Task description = Pick out every line in the data below that holds "stream".

Data for analysis =

□ □ □ □ □ □ □

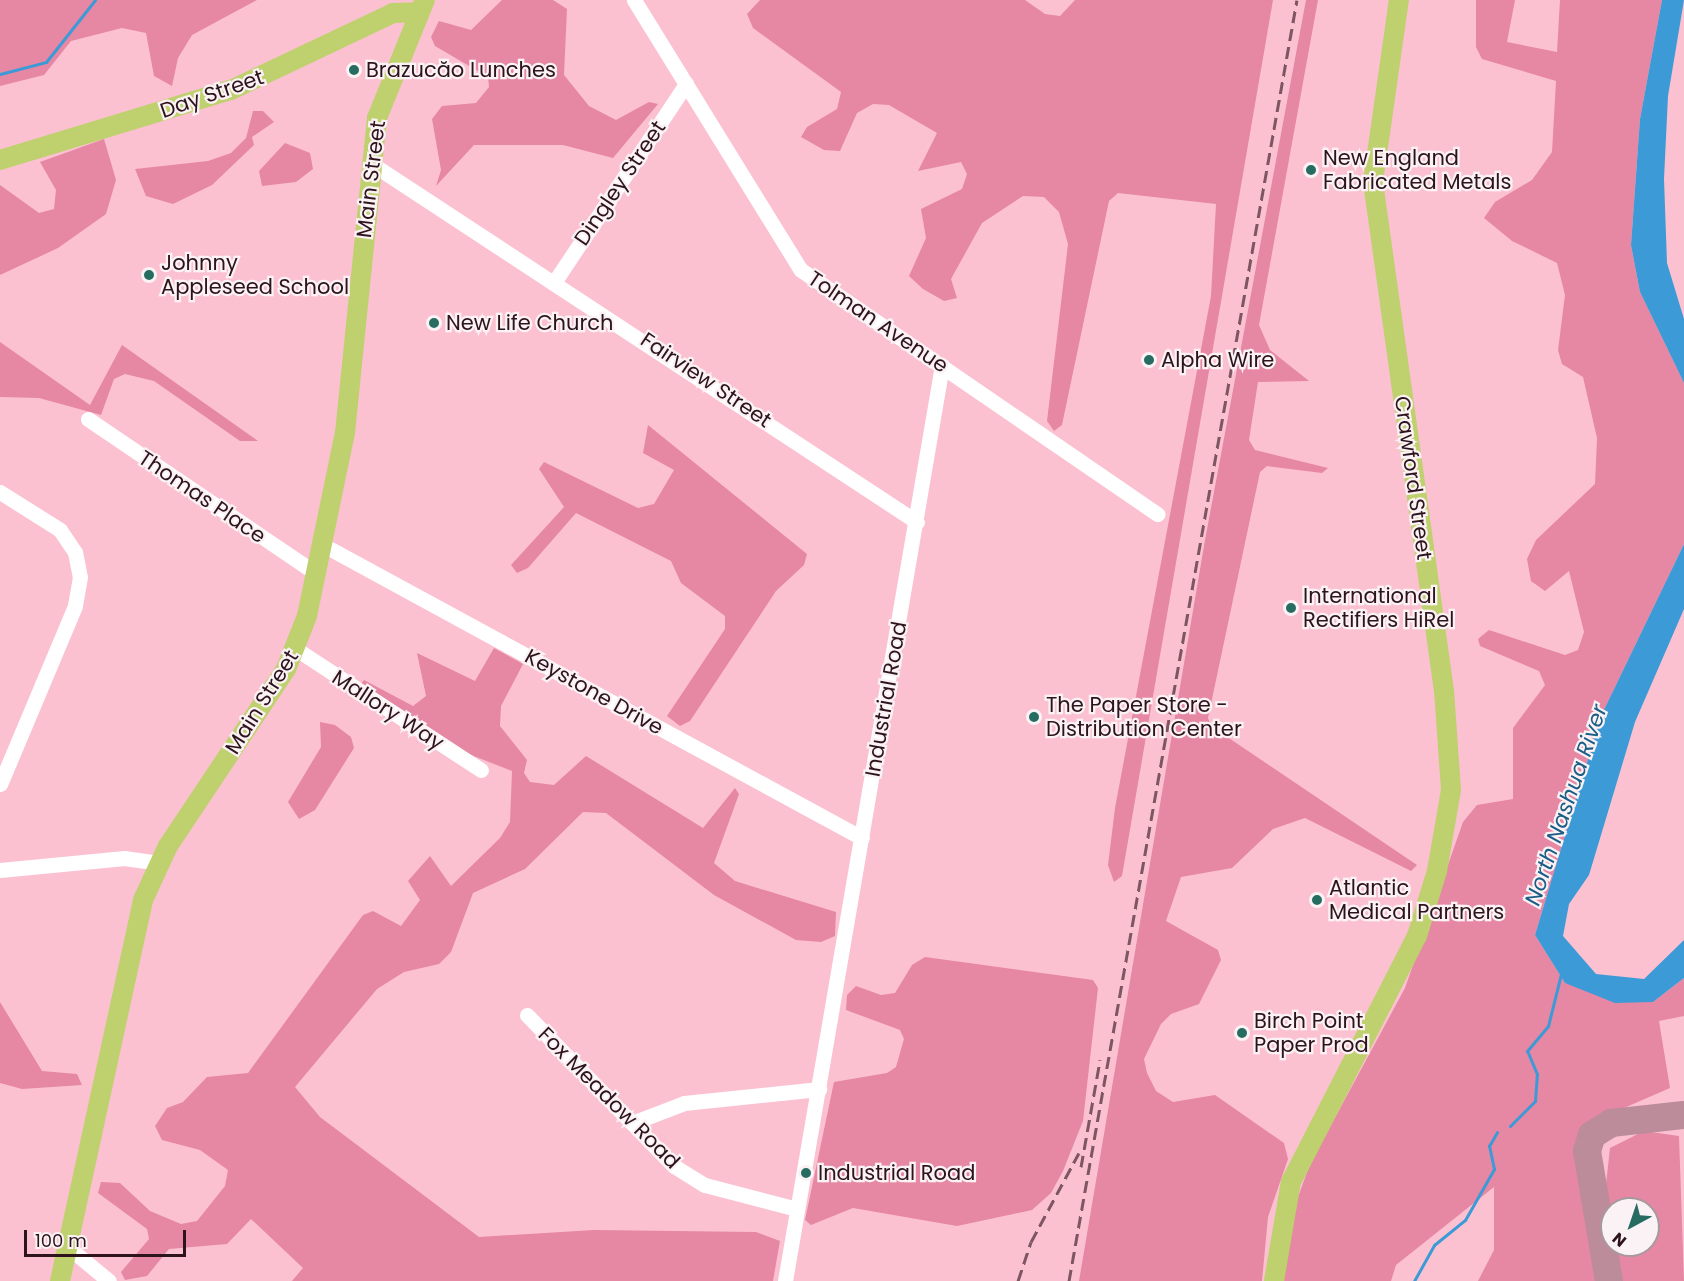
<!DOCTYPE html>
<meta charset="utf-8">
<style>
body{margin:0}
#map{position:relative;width:1684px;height:1281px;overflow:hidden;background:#fcc1d1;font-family:Poppins,sans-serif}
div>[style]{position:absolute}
.green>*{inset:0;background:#e687a4}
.water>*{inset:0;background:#3c9ad6}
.stream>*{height:3px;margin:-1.5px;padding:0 1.5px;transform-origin:1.5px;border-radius:1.5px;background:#3c9ad6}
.taxiway>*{height:28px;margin:-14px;padding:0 14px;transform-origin:14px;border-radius:14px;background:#bc8c9a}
.minor>*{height:15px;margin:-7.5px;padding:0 7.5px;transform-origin:7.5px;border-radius:7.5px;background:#fff}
.major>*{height:20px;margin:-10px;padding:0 10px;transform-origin:10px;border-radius:10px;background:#bfd06e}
.rail>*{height:3px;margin-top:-1.5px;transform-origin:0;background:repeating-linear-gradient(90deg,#7d5662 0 12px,transparent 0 18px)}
.dots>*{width:16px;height:16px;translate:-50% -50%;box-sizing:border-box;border:3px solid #faf2f4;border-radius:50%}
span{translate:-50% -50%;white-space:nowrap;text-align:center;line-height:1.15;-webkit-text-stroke:4.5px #faf2f4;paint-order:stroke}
.poi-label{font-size:21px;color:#2d131c}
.left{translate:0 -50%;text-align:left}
.street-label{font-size:21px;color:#2d131c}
.water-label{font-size:22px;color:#1a5d86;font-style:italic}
.north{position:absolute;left:1600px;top:1197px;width:60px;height:60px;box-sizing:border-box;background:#faf2f4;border:2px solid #a8999e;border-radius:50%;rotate:220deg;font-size:16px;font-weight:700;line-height:24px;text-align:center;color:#2d131c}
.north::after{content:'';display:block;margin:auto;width:21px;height:27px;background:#266c61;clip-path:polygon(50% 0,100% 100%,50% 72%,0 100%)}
.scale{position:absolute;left:24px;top:1230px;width:162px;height:27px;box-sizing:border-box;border:3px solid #2d131c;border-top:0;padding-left:8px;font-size:18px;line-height:21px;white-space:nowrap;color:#2d131c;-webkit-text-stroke:4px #faf2f4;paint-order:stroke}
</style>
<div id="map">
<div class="green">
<i style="clip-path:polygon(0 0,257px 0,192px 35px,178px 58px,172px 86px,154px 76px,146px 33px,122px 28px,71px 41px,44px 75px,0 86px)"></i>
<i style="clip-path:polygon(502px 0,553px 0,567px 9px,564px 75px,589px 106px,616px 120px,649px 102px,658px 104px,613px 158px,563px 145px,474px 145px,436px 186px,441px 170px,432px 119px,442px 106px,476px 103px,489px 87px,488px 77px,435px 46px,431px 37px,439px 21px,471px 30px)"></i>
<i style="clip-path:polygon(760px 0,1025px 0,1045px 14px,1060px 16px,1075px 0,1273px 0,1122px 876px,1114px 882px,1108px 865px,1115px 808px,1211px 296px,1216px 204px,1118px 193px,1109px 201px,1062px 425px,1054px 431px,1047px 421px,1068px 244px,1059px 212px,1044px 197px,1023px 196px,982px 223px,951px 279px,957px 298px,944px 301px,923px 289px,909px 276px,926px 238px,921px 209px,962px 189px,967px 174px,961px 162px,918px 171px,937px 133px,889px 105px,873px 104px,857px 113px,840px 151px,824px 150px,801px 137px,807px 127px,837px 109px,841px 92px,753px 28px,747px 14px)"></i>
<i style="clip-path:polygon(1306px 0,1318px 0,1259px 325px,1270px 350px,1309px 381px,1258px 382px,1249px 440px,1255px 450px,1328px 468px,1322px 473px,1267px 466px,1260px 472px,1208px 718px,1211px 726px,1417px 865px,1411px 871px,1305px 818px,1273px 829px,1232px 868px,1181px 877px,1166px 921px,1218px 950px,1221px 960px,1199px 1004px,1171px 1014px,1161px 1024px,1144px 1059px,1147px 1073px,1156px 1091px,1173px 1102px,1215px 1095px,1284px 1143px,1288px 1159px,1268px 1217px,1262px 1281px,1079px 1281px,1205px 540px)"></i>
<i style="clip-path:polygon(1476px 0,1515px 0,1507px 42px,1557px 52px,1560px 0,1662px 0,1640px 119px,1631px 245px,1640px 292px,1684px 383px,1684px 544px,1601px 716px,1535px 935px,1565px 983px,1653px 1002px,1684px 978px,1684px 1016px,1659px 1021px,1670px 1088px,1594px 1121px,1580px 1142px,1598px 1281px,1478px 1281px,1494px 1250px,1494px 1187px,1396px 1265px,1391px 1281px,1283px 1281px,1290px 1219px,1310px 1164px,1405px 988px,1463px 822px,1477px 805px,1513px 799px,1513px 728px,1545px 685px,1539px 671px,1480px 646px,1478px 639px,1489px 630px,1565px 655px,1578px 650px,1584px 632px,1569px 571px,1545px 591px,1531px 581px,1527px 559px,1536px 540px,1595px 484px,1597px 438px,1583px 377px,1562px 364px,1558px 350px,1565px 295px,1557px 263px,1512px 241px,1484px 218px,1495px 202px,1532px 180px,1552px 152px,1556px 81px,1482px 59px,1476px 47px)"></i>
<i style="clip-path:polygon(253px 111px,263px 111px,274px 122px,252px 137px,254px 145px,212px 185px,173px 204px,146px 196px,135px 169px,208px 161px,231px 153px,246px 138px)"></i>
<i style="clip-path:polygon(104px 139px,116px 180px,106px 214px,58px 248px,0 275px,0 185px,39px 213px,54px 209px,56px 190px,40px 162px)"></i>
<i style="clip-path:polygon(285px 143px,310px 153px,313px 169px,296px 182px,262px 186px,259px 171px)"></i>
<i style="clip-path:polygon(0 342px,90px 405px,122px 345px,258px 441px,240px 441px,154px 381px,125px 374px,114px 379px,101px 415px,39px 398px,0 397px)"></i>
<i style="clip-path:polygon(648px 425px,807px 554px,804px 565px,776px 591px,690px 721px,680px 726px,667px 716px,725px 629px,725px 616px,681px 583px,671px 561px,576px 513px,528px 568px,517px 573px,511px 565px,564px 507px,539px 469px,544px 462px,638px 508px,654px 504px,674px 470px,643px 453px)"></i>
<i style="clip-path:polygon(494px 648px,523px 664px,501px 706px,500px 726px,527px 760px,524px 773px,530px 782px,554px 785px,586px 756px,703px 828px,735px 788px,739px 794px,714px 863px,735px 881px,836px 912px,835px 936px,821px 942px,796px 940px,714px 895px,606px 813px,583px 812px,525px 869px,473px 893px,451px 952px,439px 964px,404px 972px,377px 989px,295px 1087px,320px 1117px,479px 1237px,594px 1230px,756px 1232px,780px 1241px,773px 1281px,292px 1281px,303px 1268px,251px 1219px,227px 1244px,169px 1249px,147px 1276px,125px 1280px,121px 1272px,149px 1239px,147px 1229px,98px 1193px,101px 1182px,120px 1183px,150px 1211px,181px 1224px,197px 1221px,225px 1186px,228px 1170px,200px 1150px,162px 1140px,155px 1126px,167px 1108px,183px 1102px,207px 1077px,248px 1073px,363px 915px,373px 911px,401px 926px,420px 900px,408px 881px,430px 856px,451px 886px,500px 838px,510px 822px,512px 771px,461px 751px,361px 684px,364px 680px,413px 706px,426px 696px,417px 653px,475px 681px)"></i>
<i style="clip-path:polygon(320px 722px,335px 725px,351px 737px,354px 748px,315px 810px,299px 819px,288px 802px,321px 747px)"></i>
<i style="clip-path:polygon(925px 957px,1093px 980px,1098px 988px,1083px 1121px,1063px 1171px,1051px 1193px,1032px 1210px,957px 1226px,853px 1208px,811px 1225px,805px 1220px,834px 1082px,887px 1073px,896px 1067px,904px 1039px,900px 1030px,846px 1010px,847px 995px,856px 986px,881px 995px,895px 993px,912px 965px)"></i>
<i style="clip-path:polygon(0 1002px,42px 1071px,77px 1074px,82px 1085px,22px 1089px,0 1083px)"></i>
<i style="clip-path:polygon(1644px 1131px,1679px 1136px,1684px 1281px,1619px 1281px,1614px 1245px,1648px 1245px,1648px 1209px,1612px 1209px,1612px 1229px,1606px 1184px,1610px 1148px)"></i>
</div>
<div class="water">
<i style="clip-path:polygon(1662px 0,1684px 0,1668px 96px,1664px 179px,1667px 263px,1684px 319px,1684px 383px,1640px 292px,1631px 245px,1640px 119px)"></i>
<i style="clip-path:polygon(1684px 544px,1684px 609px,1635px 722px,1589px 875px,1569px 904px,1563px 936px,1596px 974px,1644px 979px,1684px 940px,1684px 978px,1653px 1002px,1615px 1003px,1565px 983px,1535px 935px,1601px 716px)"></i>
</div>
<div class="stream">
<i style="left:0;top:74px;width:48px;rotate:-14.6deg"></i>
<i style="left:46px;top:62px;width:79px;rotate:-51.7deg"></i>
<i style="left:1510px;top:1126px;width:35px;rotate:-45deg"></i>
<i style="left:1535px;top:1101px;width:27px;rotate:-86deg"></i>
<i style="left:1537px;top:1074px;width:25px;rotate:-113deg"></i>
<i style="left:1527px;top:1051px;width:33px;rotate:-50deg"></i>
<i style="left:1548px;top:1026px;width:54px;rotate:-76deg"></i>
<i style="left:1414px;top:1281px;width:41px;rotate:-60.9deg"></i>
<i style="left:1434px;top:1245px;width:40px;rotate:-39deg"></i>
<i style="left:1465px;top:1220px;width:59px;rotate:-60.4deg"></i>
<i style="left:1494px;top:1169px;width:24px;rotate:-102deg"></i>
<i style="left:1489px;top:1146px;width:16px;rotate:-60deg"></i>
</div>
<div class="taxiway">
<i style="left:1609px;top:1281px;width:132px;rotate:-99.6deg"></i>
<i style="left:1587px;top:1151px;width:17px;rotate:-73deg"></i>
<i style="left:1592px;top:1135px;width:22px;rotate:-32deg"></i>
<i style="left:1611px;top:1123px;width:73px;rotate:-6.3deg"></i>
</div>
<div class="minor">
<i style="left:634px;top:0;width:317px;rotate:58.3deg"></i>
<i style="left:801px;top:270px;width:432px;rotate:34.4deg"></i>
<i style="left:372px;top:164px;width:652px;rotate:33.3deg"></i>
<i style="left:555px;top:281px;width:237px;rotate:-56.4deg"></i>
<i style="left:88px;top:419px;width:277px;rotate:34.1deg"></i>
<i style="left:0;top:492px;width:71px;rotate:32.3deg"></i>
<i style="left:60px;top:530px;width:27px;rotate:56deg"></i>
<i style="left:75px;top:552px;width:25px;rotate:79deg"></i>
<i style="left:80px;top:577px;width:29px;rotate:100deg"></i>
<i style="left:75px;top:606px;width:193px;rotate:112.8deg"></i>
<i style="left:325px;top:546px;width:611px;rotate:28.54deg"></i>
<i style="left:296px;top:649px;width:221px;rotate:33.2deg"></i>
<i style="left:0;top:870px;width:125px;rotate:-5.5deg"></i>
<i style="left:124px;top:858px;width:35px;rotate:8deg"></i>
<i style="left:527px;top:1015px;width:211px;rotate:45.8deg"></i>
<i style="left:674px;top:1166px;width:36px;rotate:32deg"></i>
<i style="left:705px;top:1185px;width:95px;rotate:14.6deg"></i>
<i style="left:632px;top:1123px;width:56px;rotate:-21deg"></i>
<i style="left:684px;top:1103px;width:136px;rotate:-5.9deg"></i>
<i style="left:68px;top:1247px;width:53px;rotate:39.7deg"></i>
<i style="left:785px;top:1281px;width:929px;rotate:-80.27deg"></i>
</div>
<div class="major">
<i style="left:0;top:160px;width:241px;rotate:-16.9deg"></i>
<i style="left:231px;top:90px;width:179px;rotate:-25.4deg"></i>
<i style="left:393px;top:13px;width:24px;rotate:-2deg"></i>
<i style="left:60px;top:1281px;width:390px;rotate:-77.7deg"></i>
<i style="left:143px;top:900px;width:60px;rotate:-65.2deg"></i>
<i style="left:168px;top:846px;width:213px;rotate:-56.3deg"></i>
<i style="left:286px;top:669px;width:57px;rotate:-68.4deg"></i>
<i style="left:307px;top:616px;width:187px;rotate:-78.3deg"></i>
<i style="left:345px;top:433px;width:317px;rotate:-84.2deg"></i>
<i style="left:377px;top:118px;width:127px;rotate:-67.9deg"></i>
<i style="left:1274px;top:1281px;width:100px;rotate:-80.3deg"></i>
<i style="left:1291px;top:1182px;width:276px;rotate:-62.9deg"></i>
<i style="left:1417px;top:936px;width:68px;rotate:-72.9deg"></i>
<i style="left:1437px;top:871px;width:82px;rotate:-80.2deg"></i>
<i style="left:1451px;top:790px;width:99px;rotate:-94deg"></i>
<i style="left:1444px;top:691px;width:514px;rotate:-97.94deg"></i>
<i style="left:1373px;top:182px;width:184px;rotate:-81.9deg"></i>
</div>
<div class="rail">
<i style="left:1081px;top:1167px;width:109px;rotate:-79.9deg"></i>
<i style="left:1018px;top:1281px;width:41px;rotate:-71.6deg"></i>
<i style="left:1031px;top:1242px;width:101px;rotate:-61.7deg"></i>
<i style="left:1069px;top:1281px;width:1301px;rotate:-79.91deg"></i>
</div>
<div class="dots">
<i style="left:354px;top:70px;background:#266c61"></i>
<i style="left:1311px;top:170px;background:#266c61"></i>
<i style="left:149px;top:275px;background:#266c61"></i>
<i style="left:434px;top:323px;background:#266c61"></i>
<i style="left:1149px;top:360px;background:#266c61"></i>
<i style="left:1291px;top:608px;background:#266c61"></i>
<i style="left:1034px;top:717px;background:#266c61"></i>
<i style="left:1317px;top:900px;background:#266c61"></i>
<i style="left:1242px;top:1033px;background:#266c61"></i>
<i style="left:806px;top:1173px;background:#266c61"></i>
</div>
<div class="poi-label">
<span class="left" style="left:366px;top:70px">Brazucăo Lunches</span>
<span class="left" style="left:1323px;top:170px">New England<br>Fabricated Metals</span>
<span class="left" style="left:161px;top:275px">Johnny<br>Appleseed School</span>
<span class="left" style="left:446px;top:323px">New Life Church</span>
<span class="left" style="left:1161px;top:360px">Alpha Wire</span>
<span class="left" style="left:1303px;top:608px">International<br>Rectifiers HiRel</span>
<span class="left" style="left:1046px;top:717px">The Paper Store -<br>Distribution Center</span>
<span class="left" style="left:1329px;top:900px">Atlantic<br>Medical Partners</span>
<span class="left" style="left:1254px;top:1033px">Birch Point<br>Paper Prod</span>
<span class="left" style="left:818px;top:1173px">Industrial Road</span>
</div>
<div class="street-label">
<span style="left:212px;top:94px;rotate:-19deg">Day Street</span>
<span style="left:371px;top:179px;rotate:-83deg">Main Street</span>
<span style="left:620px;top:183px;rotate:-56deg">Dingley Street</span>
<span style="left:878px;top:322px;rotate:34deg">Tolman Avenue</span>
<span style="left:706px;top:380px;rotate:34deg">Fairview Street</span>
<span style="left:1413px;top:478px;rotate:82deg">Crawford Street</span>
<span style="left:202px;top:497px;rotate:34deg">Thomas Place</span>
<span style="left:594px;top:692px;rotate:29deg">Keystone Drive</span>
<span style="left:886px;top:699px;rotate:-80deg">Industrial Road</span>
<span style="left:262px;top:702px;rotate:-58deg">Main Street</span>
<span style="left:388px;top:710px;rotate:33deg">Mallory Way</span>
<span style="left:609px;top:1098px;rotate:45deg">Fox Meadow Road</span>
</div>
<div class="water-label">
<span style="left:1566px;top:805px;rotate:-71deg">North Nashua River</span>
</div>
<div class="north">N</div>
<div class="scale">100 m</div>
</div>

□ □ □ □ □ □ □

Answer section =
.stream>*{height:3px;margin:-1.5px;padding:0 1.5px;transform-origin:1.5px;border-radius:1.5px;background:#3c9ad6}
<div class="stream">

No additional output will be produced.